If you’re wondering what sort of eco-friendly activities you can enjoy in Bali, I can tell you that you’ll be spoilt for choice. Here are some highlights:
The R.O.L.E. Foundation Zero Waste to Oceans Centre
Based in Nusa Dua, the centre provides half and full day tours where guests can learn about Bali’s ecosystem and the struggles of the residents to maintain it. It also highlights R.O.L.E’s role in teaching local Balinese residents sustainable farming methods and in ensuring that local women do not miss out on opportunities to learn literacy skills.
Mayong Village Tour
If slice of life is what you are looking for, this experience is highly recommended. Located slightly off of the traditional tourist routes (but close enough to visit) is Mayong village. The community prides itself on keeping its traditional way of life and agricultural focus. They offer eco tours across rice fields, forests, cocoa plantations and villages.

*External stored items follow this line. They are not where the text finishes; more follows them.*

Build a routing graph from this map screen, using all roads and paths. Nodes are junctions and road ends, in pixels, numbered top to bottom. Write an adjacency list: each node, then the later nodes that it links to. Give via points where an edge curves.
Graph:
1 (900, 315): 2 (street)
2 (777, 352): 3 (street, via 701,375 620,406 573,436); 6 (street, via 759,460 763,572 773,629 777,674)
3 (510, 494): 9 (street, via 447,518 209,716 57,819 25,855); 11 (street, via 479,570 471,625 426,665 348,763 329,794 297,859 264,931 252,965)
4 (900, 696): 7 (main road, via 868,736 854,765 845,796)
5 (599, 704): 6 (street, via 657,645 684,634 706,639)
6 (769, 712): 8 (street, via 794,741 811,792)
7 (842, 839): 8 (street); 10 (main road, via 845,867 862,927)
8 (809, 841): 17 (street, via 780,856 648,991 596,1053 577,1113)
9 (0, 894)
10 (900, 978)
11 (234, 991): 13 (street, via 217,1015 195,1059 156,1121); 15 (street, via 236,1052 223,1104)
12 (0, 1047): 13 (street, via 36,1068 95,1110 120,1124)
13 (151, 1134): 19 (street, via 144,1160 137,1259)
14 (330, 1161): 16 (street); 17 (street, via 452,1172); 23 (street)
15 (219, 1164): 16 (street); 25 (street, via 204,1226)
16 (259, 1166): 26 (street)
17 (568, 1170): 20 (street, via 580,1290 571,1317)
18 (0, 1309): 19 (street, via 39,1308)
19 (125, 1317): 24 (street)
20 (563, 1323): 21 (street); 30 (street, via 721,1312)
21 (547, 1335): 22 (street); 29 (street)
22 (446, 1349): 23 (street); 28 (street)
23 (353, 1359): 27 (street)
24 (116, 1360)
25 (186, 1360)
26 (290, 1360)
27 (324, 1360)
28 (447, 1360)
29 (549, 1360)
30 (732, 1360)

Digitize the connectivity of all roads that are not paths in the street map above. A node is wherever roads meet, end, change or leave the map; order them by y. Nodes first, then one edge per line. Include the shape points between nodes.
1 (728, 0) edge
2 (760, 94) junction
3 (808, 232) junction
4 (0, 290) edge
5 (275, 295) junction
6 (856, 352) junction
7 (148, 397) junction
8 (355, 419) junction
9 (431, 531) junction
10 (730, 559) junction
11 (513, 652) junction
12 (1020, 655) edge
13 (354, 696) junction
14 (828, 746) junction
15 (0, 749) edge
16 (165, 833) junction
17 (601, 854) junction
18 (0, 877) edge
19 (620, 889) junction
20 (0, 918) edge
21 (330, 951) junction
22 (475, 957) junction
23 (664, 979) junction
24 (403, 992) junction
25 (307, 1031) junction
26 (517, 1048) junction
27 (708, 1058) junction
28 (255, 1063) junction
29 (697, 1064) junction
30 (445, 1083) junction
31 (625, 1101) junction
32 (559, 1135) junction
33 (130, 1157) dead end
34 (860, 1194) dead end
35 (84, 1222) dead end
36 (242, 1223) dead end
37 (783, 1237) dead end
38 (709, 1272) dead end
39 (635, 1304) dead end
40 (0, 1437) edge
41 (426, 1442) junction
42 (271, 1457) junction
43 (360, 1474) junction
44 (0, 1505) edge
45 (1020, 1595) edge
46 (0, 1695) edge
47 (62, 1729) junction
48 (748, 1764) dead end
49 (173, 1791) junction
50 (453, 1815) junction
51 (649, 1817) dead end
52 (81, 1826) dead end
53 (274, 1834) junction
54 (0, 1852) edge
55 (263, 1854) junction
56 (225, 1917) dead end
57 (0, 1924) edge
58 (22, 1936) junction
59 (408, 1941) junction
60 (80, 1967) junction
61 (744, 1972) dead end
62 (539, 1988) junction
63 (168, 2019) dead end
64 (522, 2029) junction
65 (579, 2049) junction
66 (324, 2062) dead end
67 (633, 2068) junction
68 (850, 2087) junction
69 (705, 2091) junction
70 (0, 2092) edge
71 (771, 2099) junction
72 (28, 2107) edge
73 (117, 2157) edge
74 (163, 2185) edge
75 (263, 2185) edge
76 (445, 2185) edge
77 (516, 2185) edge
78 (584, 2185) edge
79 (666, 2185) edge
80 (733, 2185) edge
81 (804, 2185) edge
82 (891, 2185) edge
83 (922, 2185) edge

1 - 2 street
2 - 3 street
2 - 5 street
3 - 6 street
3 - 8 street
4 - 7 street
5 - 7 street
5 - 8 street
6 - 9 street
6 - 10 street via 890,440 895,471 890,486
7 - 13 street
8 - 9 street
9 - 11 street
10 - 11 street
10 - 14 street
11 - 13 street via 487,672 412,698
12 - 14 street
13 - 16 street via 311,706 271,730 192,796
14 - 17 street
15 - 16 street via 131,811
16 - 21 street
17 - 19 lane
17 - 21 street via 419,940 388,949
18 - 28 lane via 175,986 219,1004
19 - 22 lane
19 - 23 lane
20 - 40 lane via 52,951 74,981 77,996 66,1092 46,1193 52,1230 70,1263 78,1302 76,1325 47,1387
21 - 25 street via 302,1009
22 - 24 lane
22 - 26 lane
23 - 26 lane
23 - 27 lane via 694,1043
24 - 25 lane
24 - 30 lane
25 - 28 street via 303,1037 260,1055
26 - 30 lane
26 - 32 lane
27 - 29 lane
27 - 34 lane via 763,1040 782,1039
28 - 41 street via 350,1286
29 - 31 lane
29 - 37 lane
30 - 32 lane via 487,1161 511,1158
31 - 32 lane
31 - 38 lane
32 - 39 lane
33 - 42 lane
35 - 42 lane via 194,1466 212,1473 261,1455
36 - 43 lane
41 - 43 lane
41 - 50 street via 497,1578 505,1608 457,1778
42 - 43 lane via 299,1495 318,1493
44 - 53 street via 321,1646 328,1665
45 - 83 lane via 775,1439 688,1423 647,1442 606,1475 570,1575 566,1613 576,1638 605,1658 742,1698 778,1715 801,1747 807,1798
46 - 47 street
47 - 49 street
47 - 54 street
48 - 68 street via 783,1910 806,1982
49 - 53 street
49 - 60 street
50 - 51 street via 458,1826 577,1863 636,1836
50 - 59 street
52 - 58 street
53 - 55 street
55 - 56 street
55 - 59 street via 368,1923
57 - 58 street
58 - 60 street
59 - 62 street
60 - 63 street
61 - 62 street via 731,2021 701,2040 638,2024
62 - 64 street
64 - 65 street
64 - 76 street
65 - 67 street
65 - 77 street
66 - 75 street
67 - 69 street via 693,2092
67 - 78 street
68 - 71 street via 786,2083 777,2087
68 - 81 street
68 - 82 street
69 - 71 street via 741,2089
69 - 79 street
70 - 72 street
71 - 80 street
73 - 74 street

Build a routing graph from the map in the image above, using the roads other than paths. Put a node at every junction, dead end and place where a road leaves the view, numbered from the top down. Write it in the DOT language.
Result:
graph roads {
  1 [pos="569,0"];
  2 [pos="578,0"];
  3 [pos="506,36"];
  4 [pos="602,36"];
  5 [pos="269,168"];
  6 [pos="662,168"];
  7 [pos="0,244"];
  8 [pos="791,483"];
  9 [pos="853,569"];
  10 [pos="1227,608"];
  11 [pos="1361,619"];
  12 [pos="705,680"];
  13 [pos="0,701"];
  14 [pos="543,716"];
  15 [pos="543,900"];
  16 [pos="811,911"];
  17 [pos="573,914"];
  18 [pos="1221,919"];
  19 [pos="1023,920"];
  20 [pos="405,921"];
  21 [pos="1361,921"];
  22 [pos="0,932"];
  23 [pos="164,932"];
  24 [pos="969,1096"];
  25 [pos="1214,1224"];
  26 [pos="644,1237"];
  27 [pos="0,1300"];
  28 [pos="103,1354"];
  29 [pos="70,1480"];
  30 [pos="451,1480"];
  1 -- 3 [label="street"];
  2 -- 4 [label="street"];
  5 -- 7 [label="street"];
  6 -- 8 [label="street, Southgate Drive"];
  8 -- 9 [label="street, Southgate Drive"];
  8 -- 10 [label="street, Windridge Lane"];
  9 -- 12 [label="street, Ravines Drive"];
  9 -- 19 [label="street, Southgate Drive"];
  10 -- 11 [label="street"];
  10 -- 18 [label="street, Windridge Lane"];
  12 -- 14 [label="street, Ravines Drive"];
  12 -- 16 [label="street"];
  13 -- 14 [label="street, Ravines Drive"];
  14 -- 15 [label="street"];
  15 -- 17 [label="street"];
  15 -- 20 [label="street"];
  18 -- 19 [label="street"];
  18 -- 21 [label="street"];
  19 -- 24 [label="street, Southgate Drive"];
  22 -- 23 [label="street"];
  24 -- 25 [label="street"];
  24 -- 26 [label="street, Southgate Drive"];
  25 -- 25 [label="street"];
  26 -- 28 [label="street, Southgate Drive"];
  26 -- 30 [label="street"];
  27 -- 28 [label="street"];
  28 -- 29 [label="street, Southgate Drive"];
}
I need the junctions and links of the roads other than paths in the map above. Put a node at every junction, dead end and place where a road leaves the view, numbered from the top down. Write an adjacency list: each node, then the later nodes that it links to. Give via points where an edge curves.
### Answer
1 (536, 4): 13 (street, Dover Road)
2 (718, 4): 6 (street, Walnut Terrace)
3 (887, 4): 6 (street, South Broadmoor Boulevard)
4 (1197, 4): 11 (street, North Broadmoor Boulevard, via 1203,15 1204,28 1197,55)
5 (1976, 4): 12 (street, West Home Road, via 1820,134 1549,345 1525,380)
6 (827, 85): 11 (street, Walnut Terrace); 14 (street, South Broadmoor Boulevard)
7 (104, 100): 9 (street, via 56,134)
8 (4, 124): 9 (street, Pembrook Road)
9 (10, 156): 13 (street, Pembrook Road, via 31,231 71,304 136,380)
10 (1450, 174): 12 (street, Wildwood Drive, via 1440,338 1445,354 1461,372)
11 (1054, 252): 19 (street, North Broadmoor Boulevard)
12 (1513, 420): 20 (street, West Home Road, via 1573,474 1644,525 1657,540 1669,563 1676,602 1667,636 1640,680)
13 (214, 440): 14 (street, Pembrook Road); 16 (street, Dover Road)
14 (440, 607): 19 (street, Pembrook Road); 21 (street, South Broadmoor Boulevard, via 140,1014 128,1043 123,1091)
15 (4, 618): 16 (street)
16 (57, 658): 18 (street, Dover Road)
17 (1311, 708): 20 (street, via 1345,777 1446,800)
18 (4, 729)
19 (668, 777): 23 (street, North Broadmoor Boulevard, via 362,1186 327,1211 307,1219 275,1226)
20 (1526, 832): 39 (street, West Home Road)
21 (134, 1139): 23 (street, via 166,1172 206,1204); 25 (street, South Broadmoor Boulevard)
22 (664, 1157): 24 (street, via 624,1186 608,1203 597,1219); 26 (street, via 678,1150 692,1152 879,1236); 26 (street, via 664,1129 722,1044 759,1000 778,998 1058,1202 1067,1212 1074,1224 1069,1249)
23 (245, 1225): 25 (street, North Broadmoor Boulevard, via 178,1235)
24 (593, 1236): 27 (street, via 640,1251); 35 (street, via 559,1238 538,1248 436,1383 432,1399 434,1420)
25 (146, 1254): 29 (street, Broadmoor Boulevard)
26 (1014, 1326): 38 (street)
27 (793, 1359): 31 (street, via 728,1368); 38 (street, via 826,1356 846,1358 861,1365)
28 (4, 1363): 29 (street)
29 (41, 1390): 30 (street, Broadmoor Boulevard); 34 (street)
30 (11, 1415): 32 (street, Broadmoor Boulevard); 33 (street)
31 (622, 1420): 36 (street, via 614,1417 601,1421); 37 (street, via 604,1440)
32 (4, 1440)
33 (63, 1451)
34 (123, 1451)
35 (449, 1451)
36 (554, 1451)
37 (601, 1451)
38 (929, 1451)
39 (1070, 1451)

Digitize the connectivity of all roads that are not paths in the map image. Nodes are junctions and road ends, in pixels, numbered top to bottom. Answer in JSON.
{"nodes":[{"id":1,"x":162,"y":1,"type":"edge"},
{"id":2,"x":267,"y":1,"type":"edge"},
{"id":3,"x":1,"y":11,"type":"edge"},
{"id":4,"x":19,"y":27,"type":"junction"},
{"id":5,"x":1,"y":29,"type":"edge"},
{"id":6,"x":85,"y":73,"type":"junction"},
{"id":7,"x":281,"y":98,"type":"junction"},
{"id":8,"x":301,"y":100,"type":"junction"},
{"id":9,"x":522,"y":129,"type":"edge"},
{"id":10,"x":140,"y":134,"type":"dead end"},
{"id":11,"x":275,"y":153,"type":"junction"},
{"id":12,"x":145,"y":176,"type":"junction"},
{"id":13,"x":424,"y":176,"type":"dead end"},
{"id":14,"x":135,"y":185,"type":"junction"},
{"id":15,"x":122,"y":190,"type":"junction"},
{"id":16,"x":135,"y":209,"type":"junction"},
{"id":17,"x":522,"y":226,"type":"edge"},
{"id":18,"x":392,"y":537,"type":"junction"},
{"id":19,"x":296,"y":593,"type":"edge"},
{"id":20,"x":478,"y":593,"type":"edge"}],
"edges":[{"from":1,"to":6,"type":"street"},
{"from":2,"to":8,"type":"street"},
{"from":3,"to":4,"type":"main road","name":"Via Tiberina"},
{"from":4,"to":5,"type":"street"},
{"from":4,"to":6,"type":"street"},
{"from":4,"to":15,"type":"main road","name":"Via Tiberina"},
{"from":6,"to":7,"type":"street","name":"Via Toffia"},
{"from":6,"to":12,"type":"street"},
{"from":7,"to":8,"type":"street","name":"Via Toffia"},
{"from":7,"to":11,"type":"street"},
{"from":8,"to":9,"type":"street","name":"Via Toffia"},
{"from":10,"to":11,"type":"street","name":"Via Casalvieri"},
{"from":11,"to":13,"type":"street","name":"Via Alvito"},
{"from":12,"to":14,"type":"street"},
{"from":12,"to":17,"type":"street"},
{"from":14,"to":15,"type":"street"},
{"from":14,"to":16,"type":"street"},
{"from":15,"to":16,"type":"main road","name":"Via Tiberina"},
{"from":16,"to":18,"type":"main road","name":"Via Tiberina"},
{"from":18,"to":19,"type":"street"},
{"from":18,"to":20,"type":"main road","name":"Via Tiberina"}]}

Turtle Conservation and Education Centre
When it comes to pollution, we all get a raw deal. Turtles however continue to suffer for our indifference whilst also having to survive the harsh realities of nature. Located on Serangan Island there is a conversation centre you can visit dedicated to rescuing and releasing the little beauties.
West Bali National Park
You need to have a guide to visit and treks can range from an hour or 2 to an entire day. This is however a key conservation zone of Bali and is well worth the extra effort.
With opportunities for adults, kids and families the Greek Camp teaches sustainability through culturally appropriate, practical learning. They offer overnight camps, off-site trips with children, activities and survival and sustainability skill development. Their aim is to empower, educate and enjoy.
The List Goes On…
Of course, there is much more you could do. Many more places you could visit. There are various walks, tours, museums, and sites of historical and cultural interest. There are photography tours, hot springs, birdwatching experiences, forests, waterfalls and even a volcano to visit if you see fit. Bali truly is a fascinating delight with much to entertain and inform the eco-traveller and the party animal alike.